Website: www.statechange.us
Novels typically do not contain manifestos – but State Change incorporates both. In a future world gone mad (a world akin to our own), the very boundaries of social and political process are tested as humanity’s trials and errors demand that traditional leadership be rebuilt and replaced.
But how do rulers and leaders evolve beyond preset assumptions which are contributing to the fall of mankind? Replacements take time and are likely to arrive contaminated by the same perceptions as their predecessors. There’s only one quick solution: change the mindsets of existing world leaders through chemistry. This approach is not only in the public interest. It’s in the interest of humanity’s survival.
This is the basic concept of this quasi-novel, in a nutshell. It’s time to sit back and enjoy the ride through the process (and ultimately, the call to action) that blends the forms of a novel and a social statement in State Change.
In the opening act, the state of the nation is deteriorating, the planet is falling apart, and change must happen if humanity is to survive. “The Challenge” opens with the narrator’s introduction to political interests and the basic foundations of the concept of “State Change”, which are built and explored throughout the events that transpire.
How can revolutions be engineered? How do belief systems evolve, and how do social and political circles support them? What are the failings of education and awareness when faced with entrenched dogma and blind ideologies?

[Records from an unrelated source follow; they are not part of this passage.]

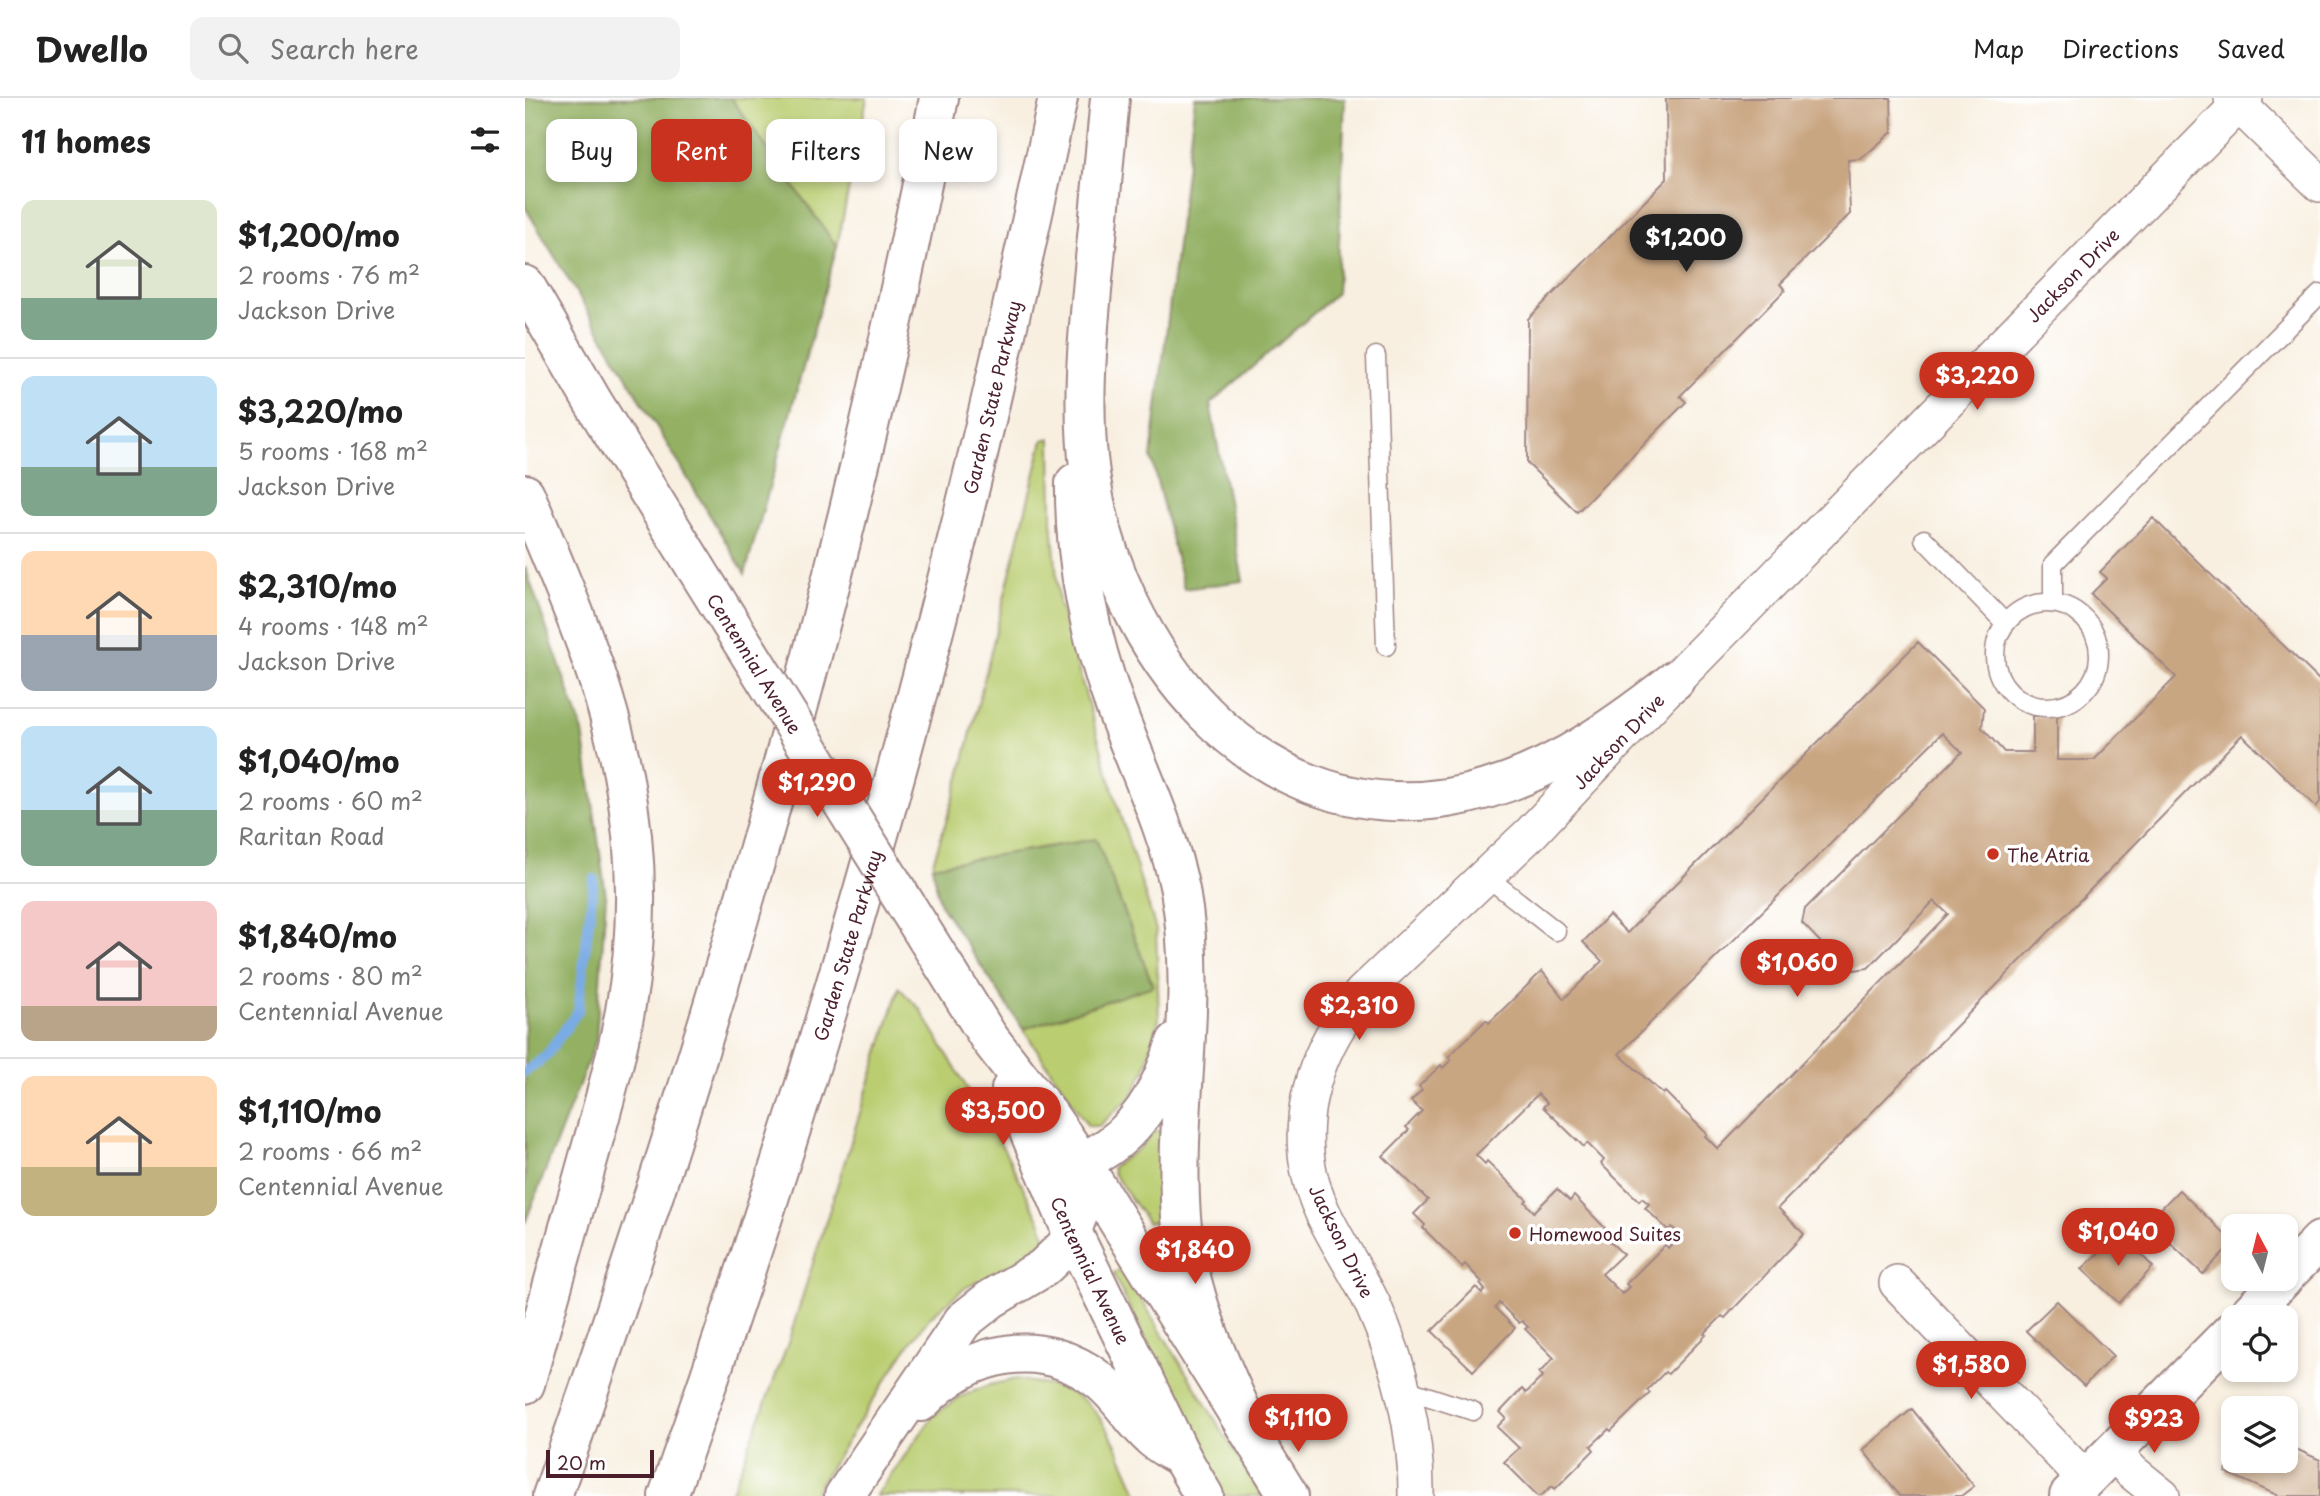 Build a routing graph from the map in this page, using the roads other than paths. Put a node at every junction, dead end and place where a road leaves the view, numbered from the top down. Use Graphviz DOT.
graph roads {
  1 [pos="939,98"];
  2 [pos="1058,98"];
  3 [pos="1110,98"];
  4 [pos="2239,100"];
  5 [pos="2320,184"];
  6 [pos="525,285"];
  7 [pos="2320,294"];
  8 [pos="1087,344"];
  9 [pos="1376,356"];
  10 [pos="525,494"];
  11 [pos="1924,539"];
  12 [pos="2053,603"];
  13 [pos="2005,623"];
  14 [pos="1386,646"];
  15 [pos="1675,680"];
  16 [pos="1487,877"];
  17 [pos="1556,931"];
  18 [pos="1188,978"];
  19 [pos="989,1038"];
  20 [pos="1082,1163"];
  21 [pos="1043,1165"];
  22 [pos="1072,1231"];
  23 [pos="2320,1241"];
  24 [pos="2298,1264"];
  25 [pos="1897,1283"];
  26 [pos="2270,1292"];
  27 [pos="2258,1305"];
  28 [pos="2221,1342"];
  29 [pos="525,1384"];
  30 [pos="1402,1388"];
  31 [pos="1473,1411"];
  32 [pos="1256,1442"];
  33 [pos="2113,1451"];
  34 [pos="1182,1458"];
  35 [pos="850,1487"];
  36 [pos="2077,1488"];
  37 [pos="552,1496"];
  38 [pos="668,1496"];
  39 [pos="1203,1496"];
  40 [pos="1289,1496"];
  41 [pos="1416,1496"];
  42 [pos="2162,1496"];
  1 -- 37 [label="main road"];
  2 -- 38 [label="main road, Garden State Parkway"];
  3 -- 8 [label="main road"];
  4 -- 5 [label="street"];
  4 -- 15 [label="street, Jackson Drive"];
  6 -- 19 [label="main road, Centennial Avenue, bridge"];
  7 -- 12 [label="lane"];
  8 -- 15 [label="main road"];
  8 -- 18 [label="main road"];
  9 -- 14 [label="lane"];
  10 -- 29 [label="main road"];
  11 -- 13 [label="lane"];
  12 -- 13 [label="lane"];
  12 -- 13 [label="lane"];
  15 -- 16 [label="street, Jackson Drive"];
  16 -- 17 [label="lane"];
  16 -- 30 [label="street, Jackson Drive"];
  18 -- 20 [label="main road"];
  18 -- 32 [label="main road"];
  19 -- 20 [label="main road, Centennial Avenue"];
  19 -- 21 [label="main road, Centennial Avenue"];
  20 -- 21 [label="main road"];
  20 -- 22 [label="main road"];
  20 -- 32 [label="main road, Centennial Avenue"];
  21 -- 22 [label="main road, Centennial Avenue"];
  22 -- 34 [label="main road, Centennial Avenue"];
  22 -- 35 [label="main road"];
  23 -- 24 [label="main road"];
  25 -- 36 [label="street"];
  26 -- 27 [label="main road"];
  28 -- 33 [label="main road"];
  30 -- 31 [label="lane"];
  30 -- 41 [label="street, Jackson Drive"];
  32 -- 40 [label="main road, Centennial Avenue"];
  33 -- 36 [label="main road"];
  33 -- 42 [label="street"];
  34 -- 35 [label="main road"];
  34 -- 39 [label="main road, Centennial Avenue"];
}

Even though the word ‘fantasy’ is in this book’s subtitle, readers shouldn’t expect work of traditional fantasy or entertainment here. State Change is about how real change occurs at its most fundamental levels, the barriers to realization and effective evolution, and the efforts of individuals to transcend the juggernaut of political ineffectiveness. As such, it’s a serious work that blends ideology with a dose of fiction that revolves around Utah protagonists and their daring attempts to not just change, but transform the world into something better.
State Change is no light production. It demands a higher level of thought, political and social interest from its readers, and not a little acceptance of some radical ideas about chemistry’s applications in the name of lasting solutions that belays the usual intention of a novel to entertain in some manner.
There’s a solid coverage of history along the way, analysis of political process, and the growing conviction of a myriad of characters who envision a new world evolving from the virtual end of civilization as we know it. As chapters rush through a mix of familiar-sounding modern dilemmas and futuristic concerns, they come steeped in much research and explanation and thus require slow reading and time for contemplation as they present a satisfying blend of complex activist and scientific concerns with characters concerned about changing the world in the best possible way.
There is no competitor to State Change. It stands in a class by itself (one perhaps occupied by Huxley, Vonnegut, and other authors of classics on social change) in presenting a different kind of futuristic possibility that rises from the ashes of the Koch Brothers and other political special interests familiar in today’s world.
Discriminating fiction readers with a penchant for more than entertainment will relish its approach, diversity, and complex observations on the processes and challenges of mental enhancement.